In a world where people are driven by digital lifestyles and 140-characters, binge watching allows us to enter new worlds. Netflix decided to investigate why people binge watch television shows and sent a cultural anthropologist to speak to TV binge watchers. He found that 76% of the people he asked enjoyed binge watching TV as it gave them a welcome refuge from their busy day-to-day lives. Along with this, 8 out of 10 people agreed that binge watching was more enjoyable than watching one episode at a time as it allows us to enter long narratives and stories, rather than 140-word conversations. So don’t worry, you’re not alone.

We associate binge watching as relaxing

There’s nothing better than getting home from a busy day of work, to chill out, deflate on the sofa and watch out favorite TV series. Researchers have found that participants felt calmer and more relaxed as soon as they sat down and turned on the TV. In psychological terms, this allows audience members to associate watching TV with feeling calm and would carry on watching TV to continue this feeling of relaxation. Makes sense.

We get lured into binge watching

As human beings, we have an intense desire to know EVERYTHING, and we don’t like not knowing the end of a story. And nowadays, TV show creators are getting crafty and realizing this. Programs now have so many plot twists and turns that keep up glued to our seats (or beds. Or toilets. However you like to watch).

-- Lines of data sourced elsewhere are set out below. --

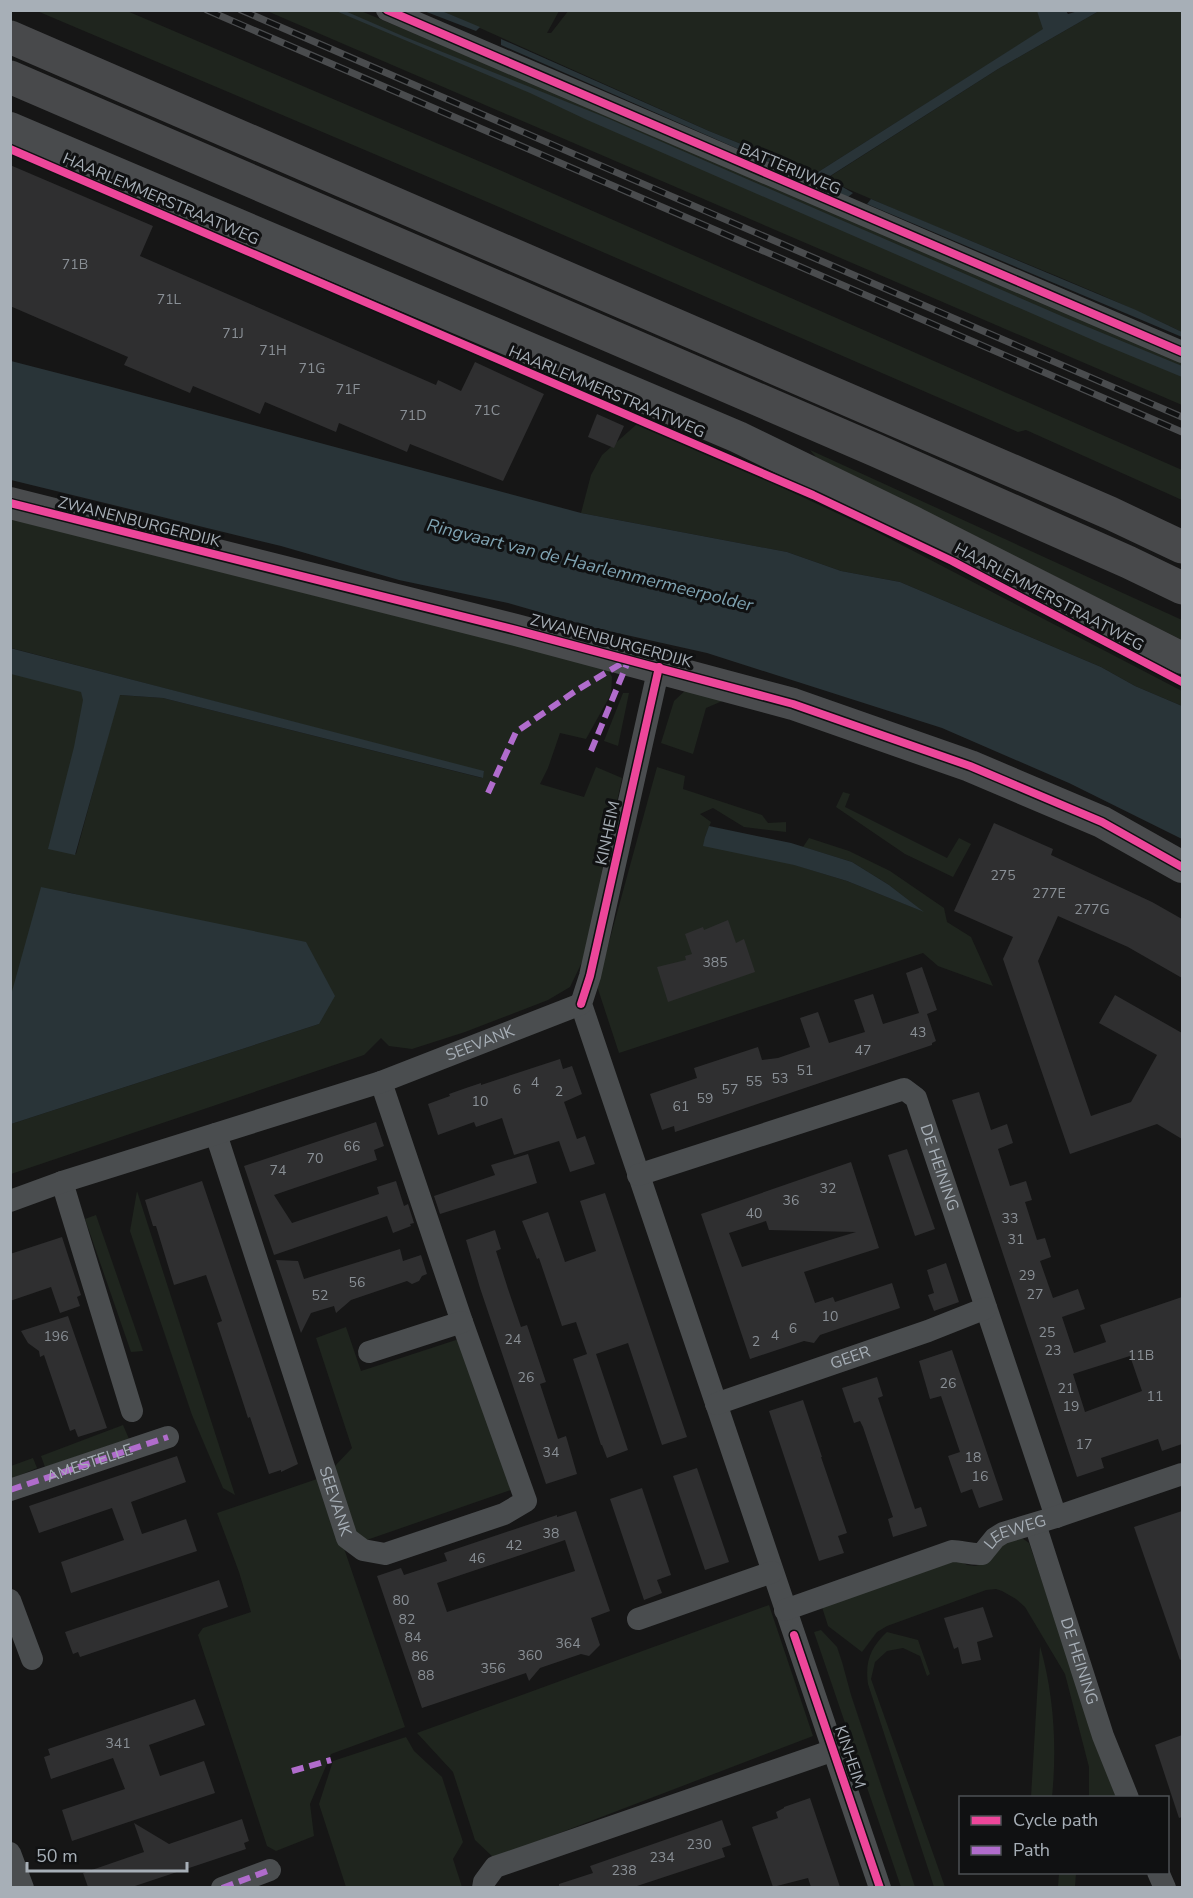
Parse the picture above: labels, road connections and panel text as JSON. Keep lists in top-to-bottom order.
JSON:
{
  "streets": {
    "main road": ["HAARLEMMERSTRAATWEG", "ZWANENBURGERDIJK"],
    "street": [
      "BATTERIJWEG",
      "KINHEIM",
      "SEEVANK",
      "DE HEINING",
      "GEER",
      "AMESTELLE",
      "LEEWEG"
    ]
  },
  "crossings": [
    ["ZWANENBURGERDIJK", "KINHEIM"],
    ["KINHEIM", "SEEVANK"],
    ["KINHEIM", "DE HEINING"],
    ["KINHEIM", "GEER"],
    ["KINHEIM", "LEEWEG"],
    ["DE HEINING", "GEER"],
    ["DE HEINING", "LEEWEG"]
  ],
  "water": ["Ringvaart van de Haarlemmermeerpolder"],
  "house_numbers": [
    "71B",
    "71L",
    "71J",
    "71H",
    "71G",
    "71F",
    "71C",
    "71D",
    "275",
    "277E",
    "277G",
    "385",
    "43",
    "47",
    "51",
    "53",
    "55",
    "4",
    "6",
    "57",
    "2",
    "59",
    "10",
    "61",
    "66",
    "70",
    "74",
    "32",
    "36",
    "40",
    "33",
    "31",
    "29",
    "56",
    "27",
    "52",
    "10",
    "6",
    "25",
    "4",
    "196",
    "24",
    "2",
    "23",
    "11B",
    "26",
    "26",
    "21",
    "11",
    "19",
    "17",
    "34",
    "18",
    "16",
    "38",
    "42",
    "46",
    "80",
    "82",
    "84",
    "364",
    "360",
    "86",
    "356",
    "88",
    "341",
    "230",
    "234",
    "238"
  ],
  "legend": ["Cycle path", "Path"],
  "scale_bar": "50 m"
}
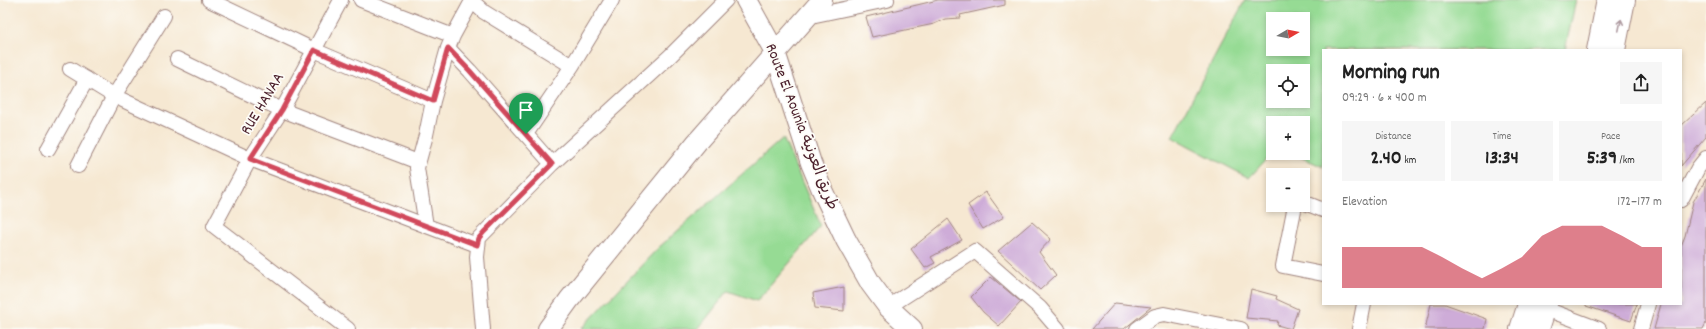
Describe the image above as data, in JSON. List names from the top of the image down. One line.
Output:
{"streets":{"street":["RUE HANAA","Route El Aounia طريق العونية"]},"north":"right","page":{"map_buttons":["+","−"],"heading":["Morning run","09:29 · 6 × 400 m"],"stats":[["Distance","2.40 km"],["Time","13:34"],["Pace","5:39 /km"]],"chart":["Elevation","172–177 m"]}}
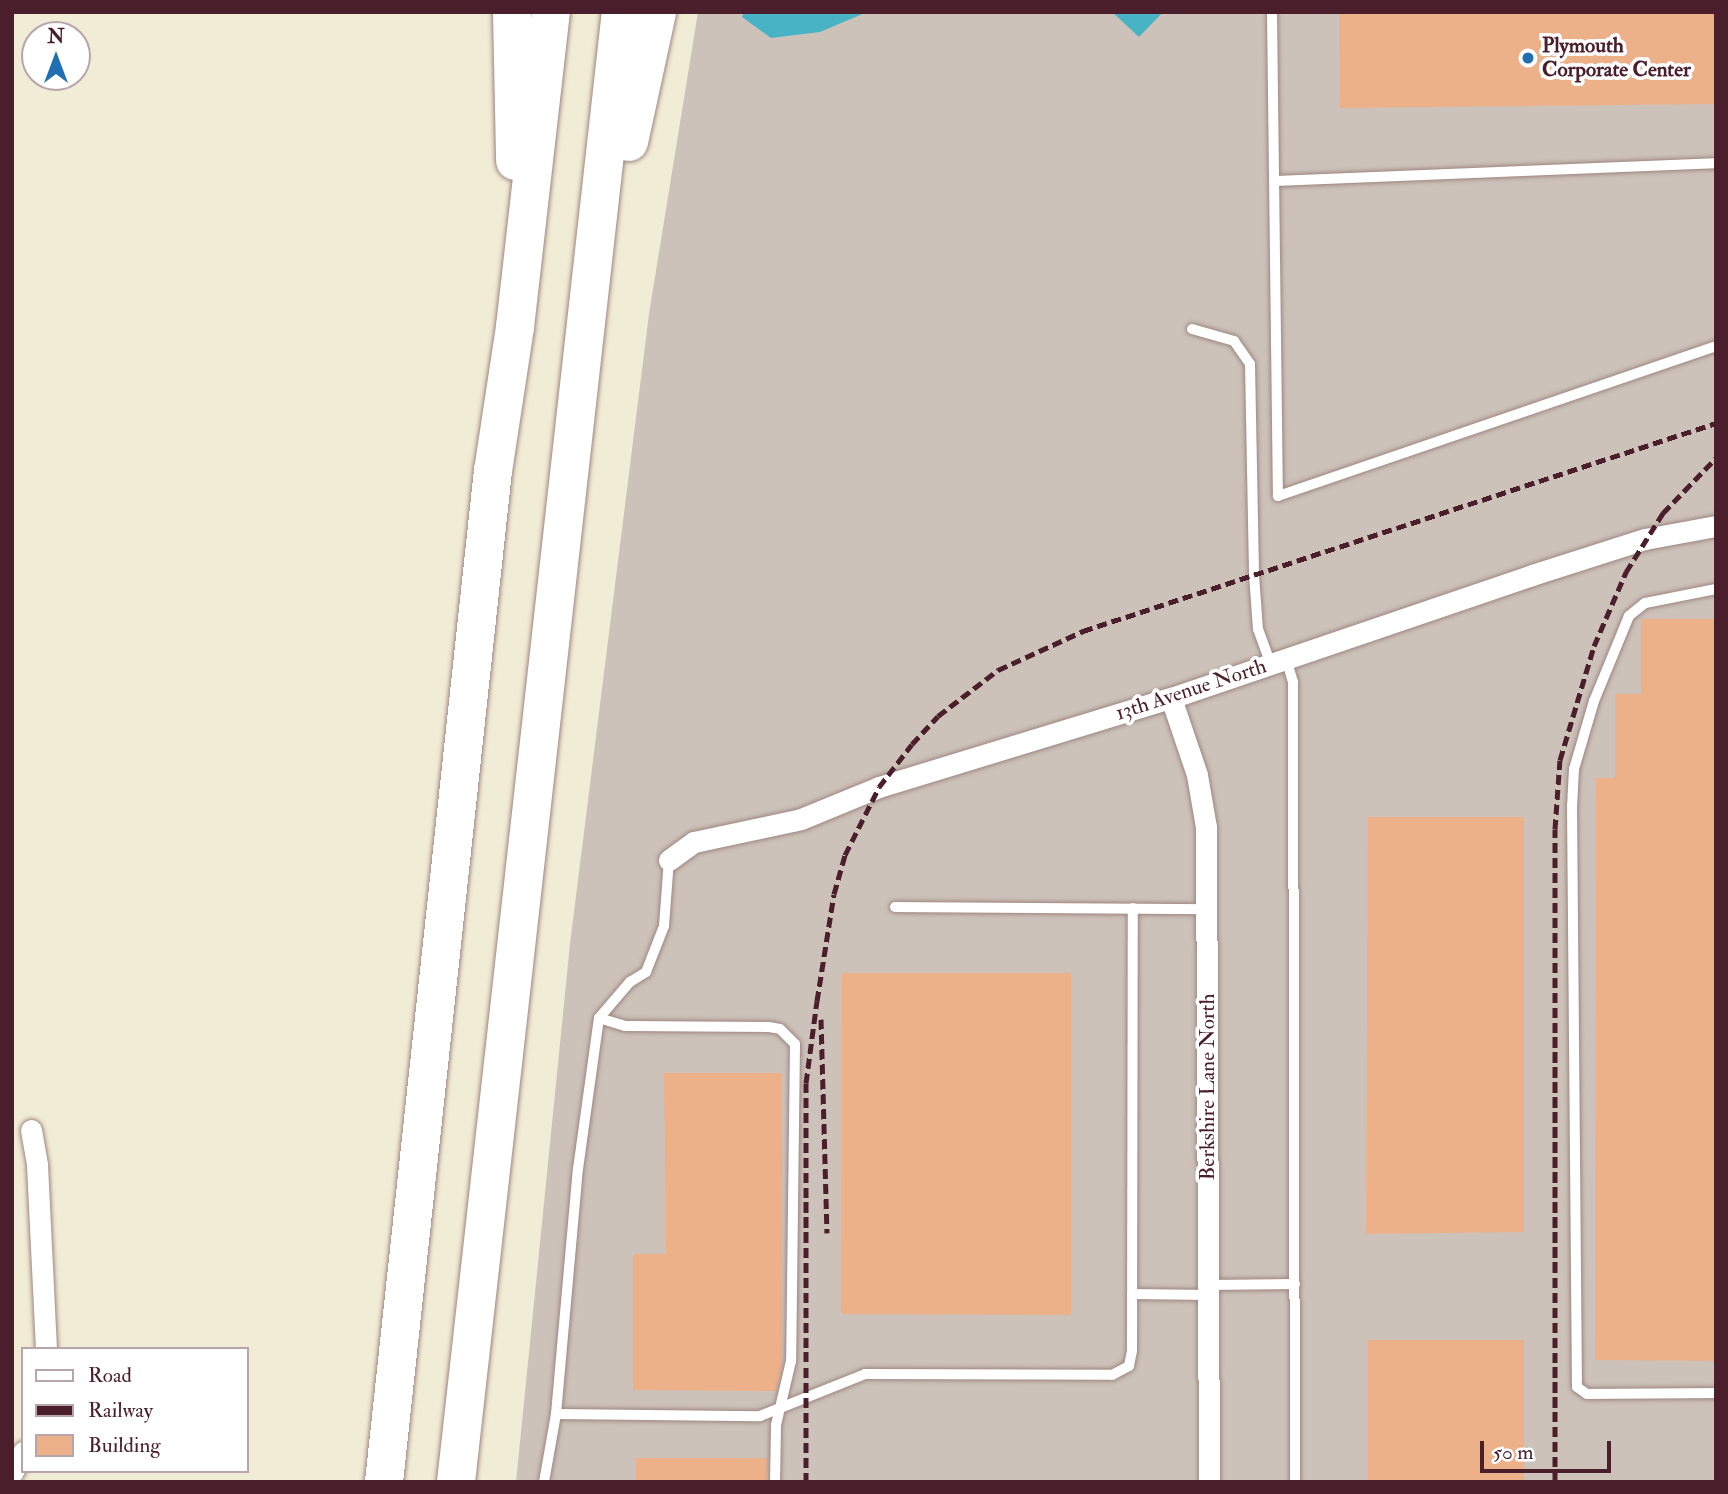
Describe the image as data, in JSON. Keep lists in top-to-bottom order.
{
  "streets": {
    "street": ["13th Avenue North", "Berkshire Lane North"]
  },
  "crossings": [
    ["13th Avenue North", "Berkshire Lane North"]
  ],
  "places": ["Plymouth Corporate Center"],
  "legend": ["Road", "Railway", "Building"],
  "scale_bar": "50 m",
  "north": "top"
}
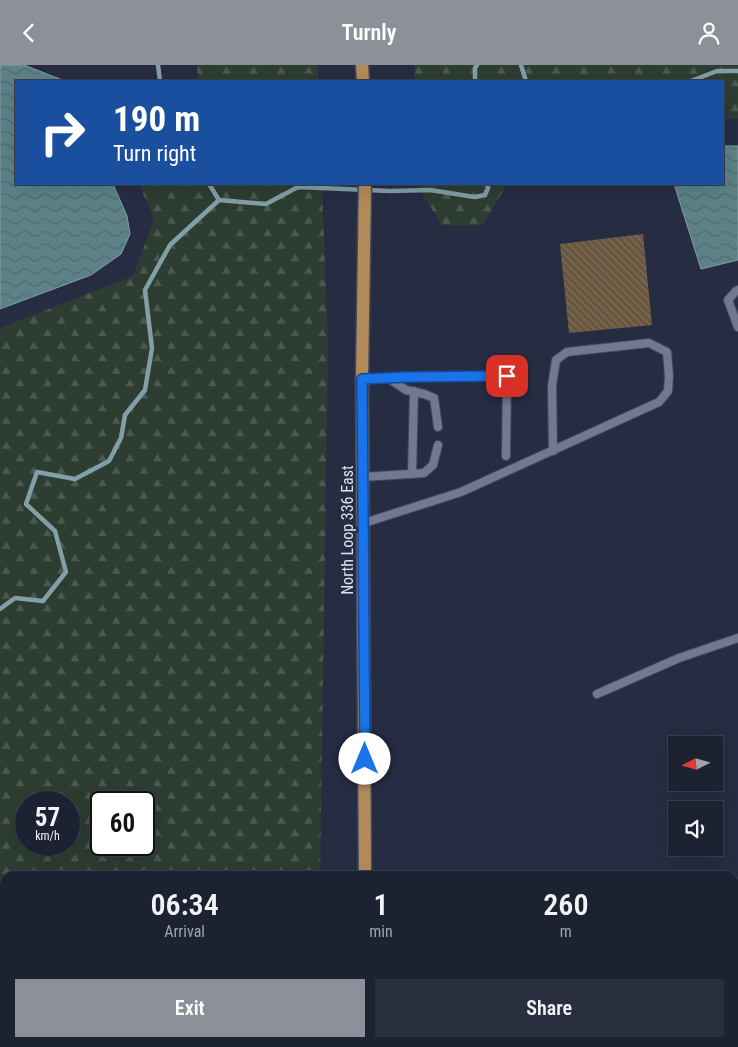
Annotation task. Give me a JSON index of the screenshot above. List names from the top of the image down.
{
  "streets": {
    "main road": ["North Loop 336 East"]
  },
  "north": "left",
  "page": {
    "header": "Turnly",
    "turn": ["190 m", "Turn right"],
    "speed": "57 km/h",
    "limit": "60",
    "eta": [
      "06:34",
      "Arrival",
      "1",
      "min",
      "260",
      "m"
    ],
    "buttons": ["Exit", "Share"]
  }
}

Most of these events happen at the end of a program, leaving its audience on a cliffhanger. And service providers have now got in on the trick. With Netflix’s autoplay, you can carry on watching the next episode without a click of a button, to fulfill our desire to know more. Et Voila… 6 hours down the drain.

We might have low self-control

Depending on our moods and time in our lives, we may find ourselves with low self-control, meaning it is easier to binge watch. Researchers have found that people with depression or those that are lonely have less self-control than the average happy human. They may turn to binge watching to distract themselves from their negative thoughts or to feel less lonely.

We make time for the things we love

Given the option of working for an extra three hours after work, or watching three episodes of Making A Murderer, 99.9% of people will go for the latter. This is because, for most people, work is associated with negative feelings of stress and tiredness, whereas watching TV and escaping into our fictional lives is something we love. Although you probably don’t want to escape into the lives of Steven Avery and Brendan Dassey. Because we have strong positive feelings about watching TV shows, you’re more likely to binge-watch a series for an hour… or five.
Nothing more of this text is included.